▶ _Work to complete_
The records below hold pictures; please leave those out and retype the rest exactly.

*** Opening of Data listing ***

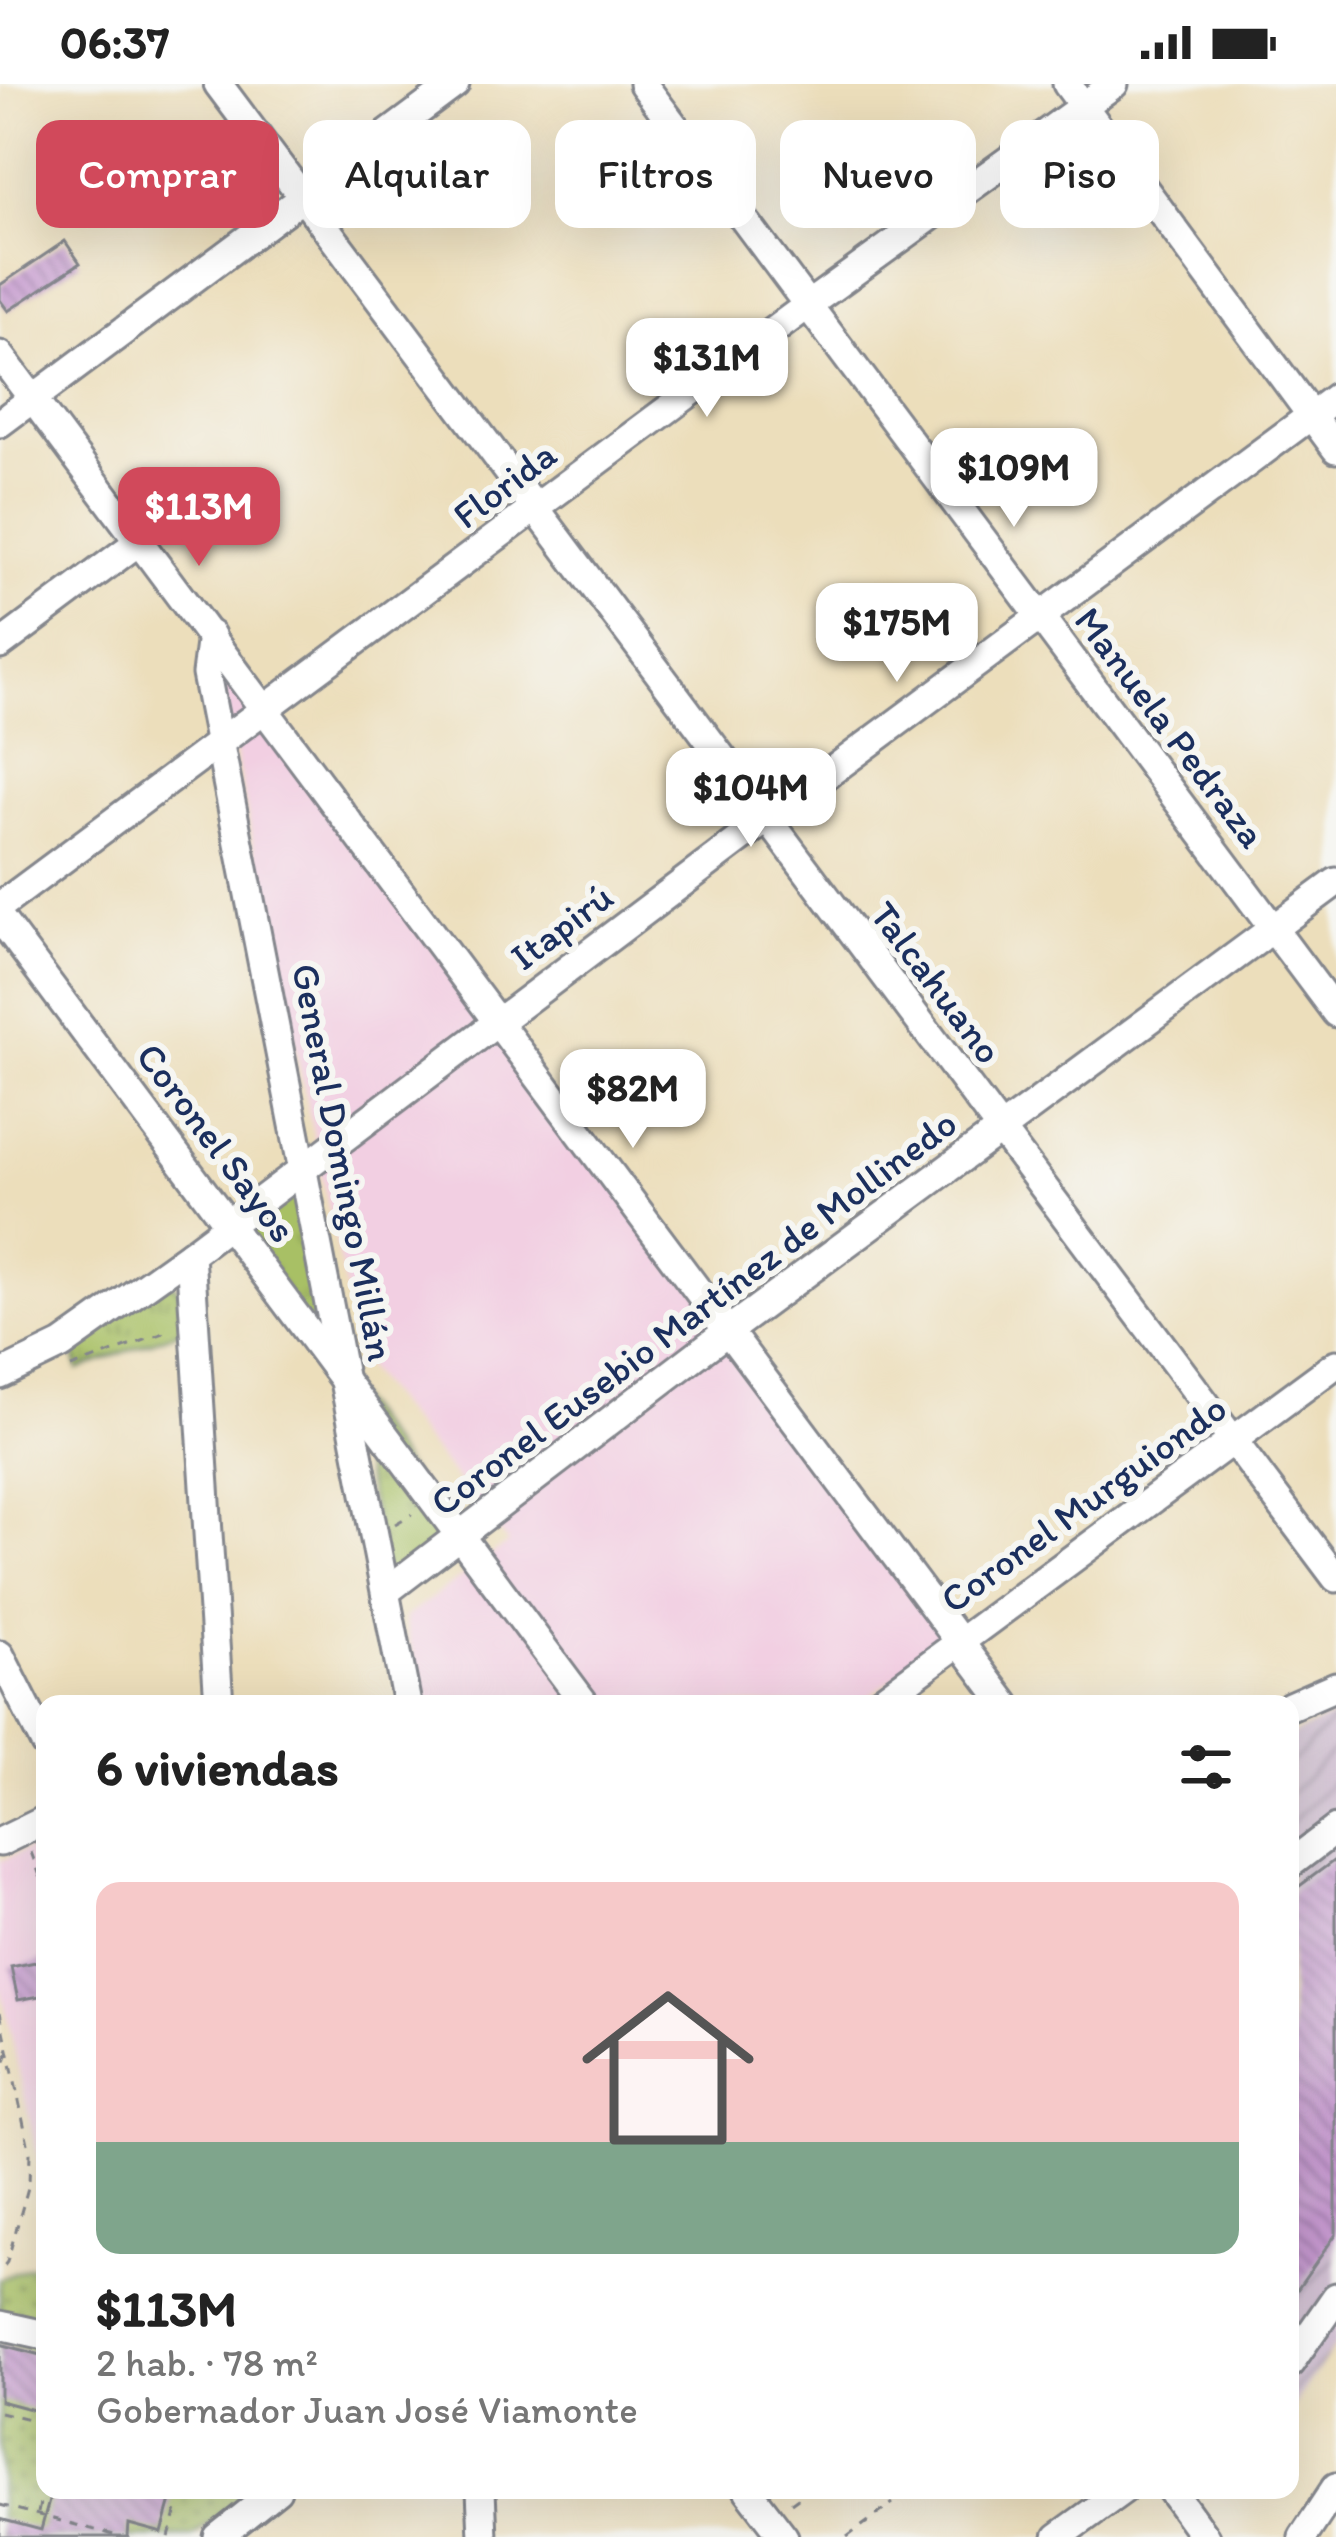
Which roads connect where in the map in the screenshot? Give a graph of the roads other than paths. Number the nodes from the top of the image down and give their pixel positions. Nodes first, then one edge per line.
1 (218, 84) edge
2 (455, 84) edge
3 (643, 84) edge
4 (1114, 84) edge
5 (1075, 95) edge
6 (302, 196) junction
7 (808, 305) junction
8 (0, 356) edge
9 (1336, 397) edge
10 (32, 399) junction
11 (1312, 416) junction
12 (0, 423) edge
13 (1336, 448) edge
14 (537, 508) junction
15 (138, 542) junction
16 (1042, 619) junction
17 (211, 635) junction
18 (0, 645) edge
19 (266, 711) junction
20 (222, 745) junction
21 (767, 819) junction
22 (1336, 882) edge
23 (0, 906) edge
24 (0, 918) edge
25 (1273, 928) junction
26 (1336, 1012) edge
27 (497, 1024) junction
28 (1000, 1132) junction
29 (305, 1166) junction
30 (228, 1224) junction
31 (190, 1254) junction
32 (729, 1330) junction
33 (1336, 1364) edge
34 (0, 1375) edge
35 (348, 1388) junction
36 (1234, 1440) junction
37 (457, 1537) junction
38 (1336, 1578) edge
39 (388, 1590) junction
40 (960, 1642) junction
41 (0, 1655) edge
42 (1336, 1686) edge
43 (217, 1695) edge
44 (406, 1695) edge
45 (578, 1695) edge
46 (888, 1695) edge
47 (999, 1695) edge
48 (1299, 1702) edge
49 (36, 1726) edge
50 (1336, 1829) edge
51 (1299, 1857) edge
52 (1336, 2296) edge
53 (0, 2325) edge
54 (36, 2333) edge
55 (1299, 2350) edge
56 (1336, 2487) edge
57 (261, 2499) edge
58 (481, 2499) edge
59 (755, 2499) edge
60 (1111, 2499) edge
61 (1178, 2499) edge
62 (218, 2537) edge
63 (483, 2537) edge
64 (784, 2537) edge
65 (1058, 2537) edge
66 (1205, 2537) edge
67 (1303, 2537) edge

1 - 6 street, Talcahuano
2 - 6 street
3 - 7 street, Manuela Pedraza
4 - 5 street, Florida
5 - 7 street, Florida
5 - 11 street
6 - 10 street
6 - 14 street, Talcahuano
7 - 14 street, Florida
7 - 16 street, Manuela Pedraza
8 - 10 street
9 - 11 street, Itapirú
10 - 12 street
10 - 15 street
11 - 13 street
11 - 16 street, Itapirú
14 - 19 street, Florida
14 - 21 street, Talcahuano
15 - 17 street
15 - 18 street
16 - 21 street, Itapirú
16 - 25 street, Manuela Pedraza
17 - 19 street
17 - 20 street, General Domingo Millán
19 - 20 street, Florida
19 - 27 street
20 - 23 street, Florida
20 - 29 street, General Domingo Millán
21 - 27 street, Itapirú
21 - 28 street, Talcahuano
22 - 25 street, Coronel Eusebio Martínez de Mollinedo
24 - 30 street, Coronel Sayos
25 - 26 street, Manuela Pedraza
25 - 28 street, Coronel Eusebio Martínez de Mollinedo
27 - 29 street, Itapirú
27 - 32 street
28 - 32 street, Coronel Eusebio Martínez de Mollinedo
28 - 36 street, Talcahuano
29 - 30 street, Itapirú
29 - 35 street, General Domingo Millán
30 - 31 street, Itapirú
30 - 35 street, Coronel Sayos
31 - 34 street, Itapirú
31 - 43 street
32 - 37 street, Coronel Eusebio Martínez de Mollinedo
32 - 40 street
33 - 36 street, Coronel Murguiondo
35 - 37 street, Coronel Sayos
35 - 39 street, General Domingo Millán
36 - 38 street, Talcahuano
36 - 40 street, Coronel Murguiondo
37 - 39 street, Coronel Eusebio Martínez de Mollinedo
37 - 45 street, Coronel Sayos
39 - 44 street, General Domingo Millán
40 - 46 street, Coronel Murguiondo
40 - 47 street
41 - 49 street
42 - 48 street
50 - 51 street
52 - 55 street
53 - 54 street
56 - 67 street
57 - 62 street
58 - 63 street
59 - 64 street
60 - 65 street
61 - 66 street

*** Close of Data listing ***

▶ _Reply_
Which roads connect where in the map in the screenshot? Give a graph of the roads other than paths. Number the nodes from the top of the image down and give their pixel positions. Nodes first, then one edge per line.
1 (218, 84) edge
2 (455, 84) edge
3 (643, 84) edge
4 (1114, 84) edge
5 (1075, 95) edge
6 (302, 196) junction
7 (808, 305) junction
8 (0, 356) edge
9 (1336, 397) edge
10 (32, 399) junction
11 (1312, 416) junction
12 (0, 423) edge
13 (1336, 448) edge
14 (537, 508) junction
15 (138, 542) junction
16 (1042, 619) junction
17 (211, 635) junction
18 (0, 645) edge
19 (266, 711) junction
20 (222, 745) junction
21 (767, 819) junction
22 (1336, 882) edge
23 (0, 906) edge
24 (0, 918) edge
25 (1273, 928) junction
26 (1336, 1012) edge
27 (497, 1024) junction
28 (1000, 1132) junction
29 (305, 1166) junction
30 (228, 1224) junction
31 (190, 1254) junction
32 (729, 1330) junction
33 (1336, 1364) edge
34 (0, 1375) edge
35 (348, 1388) junction
36 (1234, 1440) junction
37 (457, 1537) junction
38 (1336, 1578) edge
39 (388, 1590) junction
40 (960, 1642) junction
41 (0, 1655) edge
42 (1336, 1686) edge
43 (217, 1695) edge
44 (406, 1695) edge
45 (578, 1695) edge
46 (888, 1695) edge
47 (999, 1695) edge
48 (1299, 1702) edge
49 (36, 1726) edge
50 (1336, 1829) edge
51 (1299, 1857) edge
52 (1336, 2296) edge
53 (0, 2325) edge
54 (36, 2333) edge
55 (1299, 2350) edge
56 (1336, 2487) edge
57 (261, 2499) edge
58 (481, 2499) edge
59 (755, 2499) edge
60 (1111, 2499) edge
61 (1178, 2499) edge
62 (218, 2537) edge
63 (483, 2537) edge
64 (784, 2537) edge
65 (1058, 2537) edge
66 (1205, 2537) edge
67 (1303, 2537) edge

1 - 6 street, Talcahuano
2 - 6 street
3 - 7 street, Manuela Pedraza
4 - 5 street, Florida
5 - 7 street, Florida
5 - 11 street
6 - 10 street
6 - 14 street, Talcahuano
7 - 14 street, Florida
7 - 16 street, Manuela Pedraza
8 - 10 street
9 - 11 street, Itapirú
10 - 12 street
10 - 15 street
11 - 13 street
11 - 16 street, Itapirú
14 - 19 street, Florida
14 - 21 street, Talcahuano
15 - 17 street
15 - 18 street
16 - 21 street, Itapirú
16 - 25 street, Manuela Pedraza
17 - 19 street
17 - 20 street, General Domingo Millán
19 - 20 street, Florida
19 - 27 street
20 - 23 street, Florida
20 - 29 street, General Domingo Millán
21 - 27 street, Itapirú
21 - 28 street, Talcahuano
22 - 25 street, Coronel Eusebio Martínez de Mollinedo
24 - 30 street, Coronel Sayos
25 - 26 street, Manuela Pedraza
25 - 28 street, Coronel Eusebio Martínez de Mollinedo
27 - 29 street, Itapirú
27 - 32 street
28 - 32 street, Coronel Eusebio Martínez de Mollinedo
28 - 36 street, Talcahuano
29 - 30 street, Itapirú
29 - 35 street, General Domingo Millán
30 - 31 street, Itapirú
30 - 35 street, Coronel Sayos
31 - 34 street, Itapirú
31 - 43 street
32 - 37 street, Coronel Eusebio Martínez de Mollinedo
32 - 40 street
33 - 36 street, Coronel Murguiondo
35 - 37 street, Coronel Sayos
35 - 39 street, General Domingo Millán
36 - 38 street, Talcahuano
36 - 40 street, Coronel Murguiondo
37 - 39 street, Coronel Eusebio Martínez de Mollinedo
37 - 45 street, Coronel Sayos
39 - 44 street, General Domingo Millán
40 - 46 street, Coronel Murguiondo
40 - 47 street
41 - 49 street
42 - 48 street
50 - 51 street
52 - 55 street
53 - 54 street
56 - 67 street
57 - 62 street
58 - 63 street
59 - 64 street
60 - 65 street
61 - 66 street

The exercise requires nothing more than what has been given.